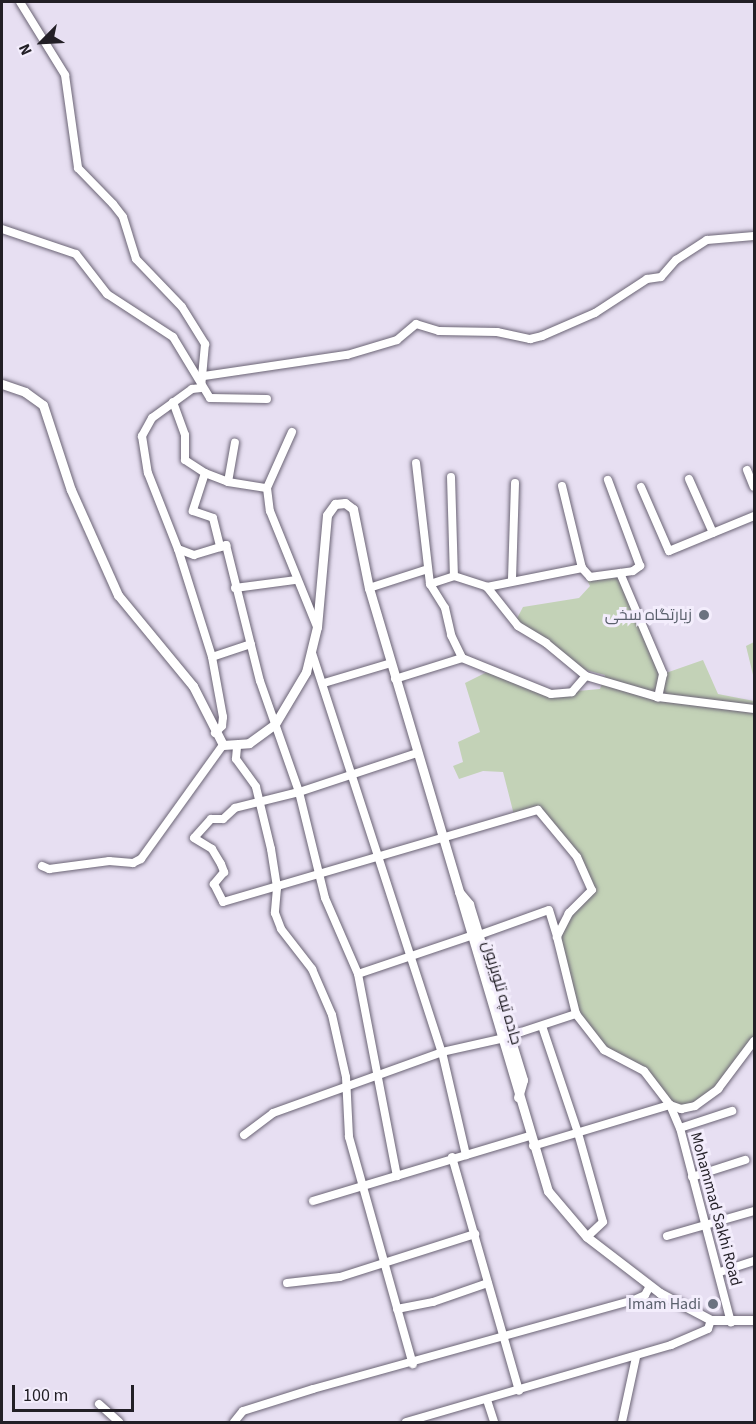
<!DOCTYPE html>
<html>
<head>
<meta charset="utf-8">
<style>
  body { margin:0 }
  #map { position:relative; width:756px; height:1424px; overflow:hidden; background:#e7dff2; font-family:"Source Sans 3",Cairo,sans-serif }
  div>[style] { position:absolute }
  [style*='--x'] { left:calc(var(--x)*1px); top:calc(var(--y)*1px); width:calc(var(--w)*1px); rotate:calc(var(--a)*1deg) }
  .green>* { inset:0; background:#c3d2b7 }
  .roads { filter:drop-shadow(0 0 2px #6b6475) drop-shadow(0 0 2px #6b6475) }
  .minor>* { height:8px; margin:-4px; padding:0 4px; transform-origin:4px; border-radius:4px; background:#fff }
  .tertiary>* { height:9px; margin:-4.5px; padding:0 4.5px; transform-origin:4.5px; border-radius:4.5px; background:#fff }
  .dots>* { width:16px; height:16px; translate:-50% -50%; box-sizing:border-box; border:3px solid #f3edfc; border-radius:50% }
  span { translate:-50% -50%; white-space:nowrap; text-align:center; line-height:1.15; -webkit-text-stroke:6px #f3edfc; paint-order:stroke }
  .worship-label { font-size:16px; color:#5b616d }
  .right { translate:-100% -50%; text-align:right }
  .street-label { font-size:16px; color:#221f26 }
  .frame { position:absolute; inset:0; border:3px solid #221f26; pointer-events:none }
  .north { position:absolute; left:12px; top:12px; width:60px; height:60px; -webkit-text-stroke:4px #f3edfc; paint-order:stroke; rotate:246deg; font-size:16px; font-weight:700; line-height:24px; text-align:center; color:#221f26 }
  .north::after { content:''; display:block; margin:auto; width:21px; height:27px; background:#221f26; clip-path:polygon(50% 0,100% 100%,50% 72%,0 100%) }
  .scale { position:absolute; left:12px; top:1385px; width:122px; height:27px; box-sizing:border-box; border:3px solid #221f26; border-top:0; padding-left:8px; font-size:18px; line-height:21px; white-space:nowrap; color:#221f26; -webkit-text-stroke:4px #f3edfc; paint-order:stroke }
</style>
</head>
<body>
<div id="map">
  <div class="green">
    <div style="clip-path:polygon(620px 573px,663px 674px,703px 660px,718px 694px,754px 701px,754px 1041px,718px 1089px,695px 1106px,670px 1105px,644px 1071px,604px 1050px,576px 1014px,560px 957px,560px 930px,592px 890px,577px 857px,543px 811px,514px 815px,503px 772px,483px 771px,459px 779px,453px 766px,463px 762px,458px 742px,480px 732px,465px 683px,487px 672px,544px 694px,600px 689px,605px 675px,570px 666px,514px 624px,523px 607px,579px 598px,590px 586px,585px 576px)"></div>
    <div style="clip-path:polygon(754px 642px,754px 679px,746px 646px)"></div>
  </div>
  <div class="roads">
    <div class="minor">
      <div style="--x:20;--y:2;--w:86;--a:58.3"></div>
      <div style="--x:65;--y:75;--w:94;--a:82"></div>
      <div style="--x:78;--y:168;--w:50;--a:45.8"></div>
      <div style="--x:113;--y:204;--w:16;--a:52"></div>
      <div style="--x:123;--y:217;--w:44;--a:72.8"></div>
      <div style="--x:136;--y:259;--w:66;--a:46.2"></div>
      <div style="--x:182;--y:307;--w:44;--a:58.1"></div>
      <div style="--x:205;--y:344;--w:44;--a:95.2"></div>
      <div style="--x:201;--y:388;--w:9;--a:174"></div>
      <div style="--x:192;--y:389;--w:49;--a:144.1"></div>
      <div style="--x:152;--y:418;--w:21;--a:119"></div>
      <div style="--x:142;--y:436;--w:37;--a:81"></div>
      <div style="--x:148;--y:473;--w:82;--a:68.5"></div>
      <div style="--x:178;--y:549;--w:113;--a:72.5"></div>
      <div style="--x:212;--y:657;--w:61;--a:79.6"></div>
      <div style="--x:223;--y:717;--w:9;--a:96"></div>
      <div style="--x:222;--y:726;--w:10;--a:135"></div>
      <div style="--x:2;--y:229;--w:78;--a:18.7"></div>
      <div style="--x:76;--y:254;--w:51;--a:52.2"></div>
      <div style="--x:107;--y:294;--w:79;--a:33.1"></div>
      <div style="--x:173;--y:337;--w:71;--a:58.8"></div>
      <div style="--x:210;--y:398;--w:57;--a:1"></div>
      <div style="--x:204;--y:376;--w:145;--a:-8.4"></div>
      <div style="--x:347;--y:355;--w:52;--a:-16.7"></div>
      <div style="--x:397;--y:340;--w:25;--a:-40"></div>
      <div style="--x:416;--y:324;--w:24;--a:17"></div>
      <div style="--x:439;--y:331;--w:58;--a:1"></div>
      <div style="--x:497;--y:332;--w:34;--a:12"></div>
      <div style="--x:530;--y:339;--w:12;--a:-14"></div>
      <div style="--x:542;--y:336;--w:58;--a:-23.5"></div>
      <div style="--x:595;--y:313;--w:62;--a:-33.2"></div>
      <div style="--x:647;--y:279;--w:14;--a:-8"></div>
      <div style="--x:661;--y:277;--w:23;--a:-49"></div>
      <div style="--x:676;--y:260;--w:37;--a:-33"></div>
      <div style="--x:707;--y:240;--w:47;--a:-4.9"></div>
      <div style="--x:173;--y:402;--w:35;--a:70"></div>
      <div style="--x:185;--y:435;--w:25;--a:90"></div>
      <div style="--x:185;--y:460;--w:24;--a:33"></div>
      <div style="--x:205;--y:473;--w:40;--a:108"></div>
      <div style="--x:193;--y:511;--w:21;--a:19"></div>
      <div style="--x:213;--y:518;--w:30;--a:76"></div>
      <div style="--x:292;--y:432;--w:61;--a:114.1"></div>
      <div style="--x:267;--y:488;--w:23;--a:83"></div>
      <div style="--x:270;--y:511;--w:125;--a:67.9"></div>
      <div style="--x:416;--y:463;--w:122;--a:83.4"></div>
      <div style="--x:430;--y:584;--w:28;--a:58"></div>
      <div style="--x:445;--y:608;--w:28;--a:77"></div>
      <div style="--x:451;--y:635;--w:25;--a:64"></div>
      <div style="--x:462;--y:658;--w:96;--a:22"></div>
      <div style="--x:551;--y:694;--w:21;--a:-5"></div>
      <div style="--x:572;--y:692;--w:21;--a:-49"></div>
      <div style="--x:747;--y:470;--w:18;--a:68"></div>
      <div style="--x:205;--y:473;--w:25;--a:21"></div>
      <div style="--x:228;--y:482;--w:39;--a:9"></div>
      <div style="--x:451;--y:477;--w:99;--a:88.3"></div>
      <div style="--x:689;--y:479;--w:59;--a:66"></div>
      <div style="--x:228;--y:482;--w:40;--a:-80"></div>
      <div style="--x:562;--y:486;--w:84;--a:76.3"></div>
      <div style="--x:641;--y:487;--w:70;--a:66.4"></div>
      <div style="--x:669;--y:551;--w:92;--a:-22.4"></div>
      <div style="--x:178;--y:549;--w:17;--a:21"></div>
      <div style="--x:194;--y:555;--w:34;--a:-17"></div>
      <div style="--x:226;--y:545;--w:140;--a:76"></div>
      <div style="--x:260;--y:681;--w:118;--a:70.6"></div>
      <div style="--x:299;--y:792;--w:109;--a:76.2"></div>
      <div style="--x:325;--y:898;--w:83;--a:66.5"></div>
      <div style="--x:358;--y:974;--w:206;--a:79.1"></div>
      <div style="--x:620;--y:573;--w:110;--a:66.9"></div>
      <div style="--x:663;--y:674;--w:24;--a:102"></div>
      <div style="--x:512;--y:579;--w:96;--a:-88.2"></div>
      <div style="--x:430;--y:584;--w:25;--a:-18"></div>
      <div style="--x:454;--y:576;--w:35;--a:18"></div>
      <div style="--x:487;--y:587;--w:97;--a:-11.3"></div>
      <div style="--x:582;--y:568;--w:12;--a:48"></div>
      <div style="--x:590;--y:577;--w:43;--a:-7.9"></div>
      <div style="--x:633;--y:571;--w:9;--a:-36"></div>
      <div style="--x:640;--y:566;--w:92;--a:-110.4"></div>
      <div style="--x:487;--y:587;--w:50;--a:51.5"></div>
      <div style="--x:518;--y:626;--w:33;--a:31"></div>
      <div style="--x:546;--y:643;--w:52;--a:39.5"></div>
      <div style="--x:586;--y:676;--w:75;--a:16.3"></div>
      <div style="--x:658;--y:697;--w:97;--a:7.1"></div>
      <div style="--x:235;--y:588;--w:62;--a:-7.5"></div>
      <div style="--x:369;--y:588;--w:62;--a:-17.9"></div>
      <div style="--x:312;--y:653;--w:420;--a:72"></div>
      <div style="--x:442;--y:1052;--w:106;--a:76.9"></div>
      <div style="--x:212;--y:657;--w:41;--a:-18.4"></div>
      <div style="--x:395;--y:679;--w:70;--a:-17.4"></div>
      <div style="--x:324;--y:683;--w:70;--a:-16.6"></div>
      <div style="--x:237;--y:747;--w:12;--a:95"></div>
      <div style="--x:236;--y:759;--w:34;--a:54"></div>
      <div style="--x:256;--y:787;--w:64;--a:76.4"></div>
      <div style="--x:271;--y:849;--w:39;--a:81"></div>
      <div style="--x:277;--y:888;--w:25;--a:95"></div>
      <div style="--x:275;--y:913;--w:17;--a:69"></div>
      <div style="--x:281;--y:929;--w:51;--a:52.2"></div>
      <div style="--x:312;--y:969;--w:50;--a:66.5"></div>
      <div style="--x:332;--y:1015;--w:64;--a:77.3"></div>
      <div style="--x:346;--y:1077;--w:60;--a:87.1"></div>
      <div style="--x:349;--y:1137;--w:236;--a:74.3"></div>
      <div style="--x:417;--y:753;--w:124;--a:161.7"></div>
      <div style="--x:299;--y:792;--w:66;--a:166"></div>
      <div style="--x:235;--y:808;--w:16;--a:137"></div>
      <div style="--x:223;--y:819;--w:12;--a:180"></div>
      <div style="--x:211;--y:819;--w:25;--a:132"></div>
      <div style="--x:194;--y:838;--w:21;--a:31"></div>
      <div style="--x:212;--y:849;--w:17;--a:59"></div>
      <div style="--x:221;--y:864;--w:9;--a:69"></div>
      <div style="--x:224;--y:872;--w:16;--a:130"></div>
      <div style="--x:214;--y:884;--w:20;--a:63"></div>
      <div style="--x:223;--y:902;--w:328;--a:-16.3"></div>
      <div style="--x:538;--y:810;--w:61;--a:50.3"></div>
      <div style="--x:577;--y:857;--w:36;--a:66"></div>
      <div style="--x:592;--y:890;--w:33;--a:135"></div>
      <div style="--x:569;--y:913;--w:27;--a:117"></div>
      <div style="--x:557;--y:937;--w:79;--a:76.1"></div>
      <div style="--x:576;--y:1014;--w:46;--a:52.1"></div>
      <div style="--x:604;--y:1050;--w:45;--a:27.7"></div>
      <div style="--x:644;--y:1071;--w:43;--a:52.6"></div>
      <div style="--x:670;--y:1105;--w:12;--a:20"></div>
      <div style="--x:681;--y:1109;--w:14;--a:-12"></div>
      <div style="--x:695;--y:1106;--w:29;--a:-36"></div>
      <div style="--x:718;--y:1089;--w:60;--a:-53.1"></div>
      <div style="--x:42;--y:866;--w:8;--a:23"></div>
      <div style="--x:49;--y:869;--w:61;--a:-7.6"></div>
      <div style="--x:109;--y:861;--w:24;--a:5"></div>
      <div style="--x:133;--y:863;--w:9;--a:-27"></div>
      <div style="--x:141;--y:859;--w:140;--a:-54.3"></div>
      <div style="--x:479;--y:935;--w:74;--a:-19.7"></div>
      <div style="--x:549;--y:910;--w:28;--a:73"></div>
      <div style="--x:358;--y:974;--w:118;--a:-18.7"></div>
      <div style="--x:542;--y:1026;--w:113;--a:71.4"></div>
      <div style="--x:578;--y:1133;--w:92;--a:74.3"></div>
      <div style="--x:603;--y:1222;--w:22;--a:137"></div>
      <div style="--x:509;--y:1036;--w:71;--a:-18.2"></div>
      <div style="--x:670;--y:1105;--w:25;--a:67"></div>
      <div style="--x:680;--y:1128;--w:201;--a:75.3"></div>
      <div style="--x:680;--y:1128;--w:55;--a:-18.1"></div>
      <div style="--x:244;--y:1135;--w:36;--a:-37"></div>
      <div style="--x:273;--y:1113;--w:180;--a:-19.8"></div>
      <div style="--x:442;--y:1052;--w:59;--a:-12.6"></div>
      <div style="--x:533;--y:1146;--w:143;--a:-16.7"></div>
      <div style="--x:452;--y:1157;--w:243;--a:74"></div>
      <div style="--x:692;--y:1177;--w:56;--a:-17.8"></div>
      <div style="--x:313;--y:1201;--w:226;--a:-16.7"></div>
      <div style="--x:667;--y:1236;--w:91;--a:-16"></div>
      <div style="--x:720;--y:1272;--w:36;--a:-18"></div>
      <div style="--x:287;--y:1283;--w:53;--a:-6.5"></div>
      <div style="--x:340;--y:1277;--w:142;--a:-17.7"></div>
      <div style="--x:397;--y:1309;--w:37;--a:-11"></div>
      <div style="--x:433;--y:1302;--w:58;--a:-19.1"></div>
      <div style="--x:487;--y:1400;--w:23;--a:72"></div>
      <div style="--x:99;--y:1404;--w:27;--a:42"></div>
      <div style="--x:234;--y:1422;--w:14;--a:-51"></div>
      <div style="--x:243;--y:1411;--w:73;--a:-17.4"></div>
      <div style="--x:313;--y:1389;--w:333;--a:-15.5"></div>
      <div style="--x:634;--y:1300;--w:12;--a:-24"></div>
      <div style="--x:645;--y:1295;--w:10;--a:-61"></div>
      <div style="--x:406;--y:1422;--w:276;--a:-16.2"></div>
      <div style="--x:671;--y:1345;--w:40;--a:-23.4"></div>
      <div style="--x:708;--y:1329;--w:9;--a:-72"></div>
      <div style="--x:622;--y:1422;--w:66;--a:-77.8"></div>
    </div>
    <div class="tertiary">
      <div style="--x:2;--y:384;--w:24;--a:19"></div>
      <div style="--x:25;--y:392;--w:22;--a:36"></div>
      <div style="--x:43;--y:405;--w:89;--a:71.8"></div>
      <div style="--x:71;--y:490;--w:115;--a:65.9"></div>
      <div style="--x:118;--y:595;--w:118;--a:50.5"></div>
      <div style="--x:193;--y:686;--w:66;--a:63"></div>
      <div style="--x:223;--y:745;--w:26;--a:-4"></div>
      <div style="--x:249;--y:743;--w:32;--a:-36"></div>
      <div style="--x:275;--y:724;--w:61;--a:-59.2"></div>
      <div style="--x:306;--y:672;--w:46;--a:-76.3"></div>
      <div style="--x:317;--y:627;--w:112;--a:-84.9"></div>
      <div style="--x:327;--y:515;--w:14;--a:-54"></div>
      <div style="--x:335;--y:504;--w:10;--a:-6"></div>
      <div style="--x:345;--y:503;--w:10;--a:37"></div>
      <div style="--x:353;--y:509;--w:81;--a:78.6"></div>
      <div style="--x:369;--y:588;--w:629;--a:73.47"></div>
      <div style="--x:548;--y:1191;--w:60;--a:49.7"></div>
      <div style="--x:587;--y:1237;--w:92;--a:37.5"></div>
      <div style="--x:660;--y:1293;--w:58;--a:27.9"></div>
      <div style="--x:711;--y:1320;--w:43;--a:0"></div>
      <div style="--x:459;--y:892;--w:16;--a:50"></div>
      <div style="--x:469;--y:904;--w:184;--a:72.9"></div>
      <div style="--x:523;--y:1080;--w:18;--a:106"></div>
    </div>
  </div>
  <div class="dots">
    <div style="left:704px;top:615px;background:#6b7280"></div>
    <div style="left:713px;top:1304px;background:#6b7280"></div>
  </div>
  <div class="worship-label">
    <span class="right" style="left:692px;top:615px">زیارتگاه سخی</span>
    <span class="right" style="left:701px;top:1304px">Imam Hadi</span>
  </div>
  <div class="street-label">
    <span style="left:502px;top:993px;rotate:74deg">جاده تپه تلویزیون</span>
    <span style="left:716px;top:1209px;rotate:75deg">Mohammad Sakhi Road</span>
  </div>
  <div class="frame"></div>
  <div class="north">N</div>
  <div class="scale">100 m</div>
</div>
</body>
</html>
◆ ◆ ◆ ◆ ◆ ◆ ◆
Put down exactly the lines of the data above that run from its first line through the line bearing "width:16px; height:16px; translate:-50%", and no pictures.

<!DOCTYPE html>
<html>
<head>
<meta charset="utf-8">
<style>
  body { margin:0 }
  #map { position:relative; width:756px; height:1424px; overflow:hidden; background:#e7dff2; font-family:"Source Sans 3",Cairo,sans-serif }
  div>[style] { position:absolute }
  [style*='--x'] { left:calc(var(--x)*1px); top:calc(var(--y)*1px); width:calc(var(--w)*1px); rotate:calc(var(--a)*1deg) }
  .green>* { inset:0; background:#c3d2b7 }
  .roads { filter:drop-shadow(0 0 2px #6b6475) drop-shadow(0 0 2px #6b6475) }
  .minor>* { height:8px; margin:-4px; padding:0 4px; transform-origin:4px; border-radius:4px; background:#fff }
  .tertiary>* { height:9px; margin:-4.5px; padding:0 4.5px; transform-origin:4.5px; border-radius:4.5px; background:#fff }
  .dots>* { width:16px; height:16px; translate:-50% -50%; box-sizing:border-box; border:3px solid #f3edfc; border-radius:50% }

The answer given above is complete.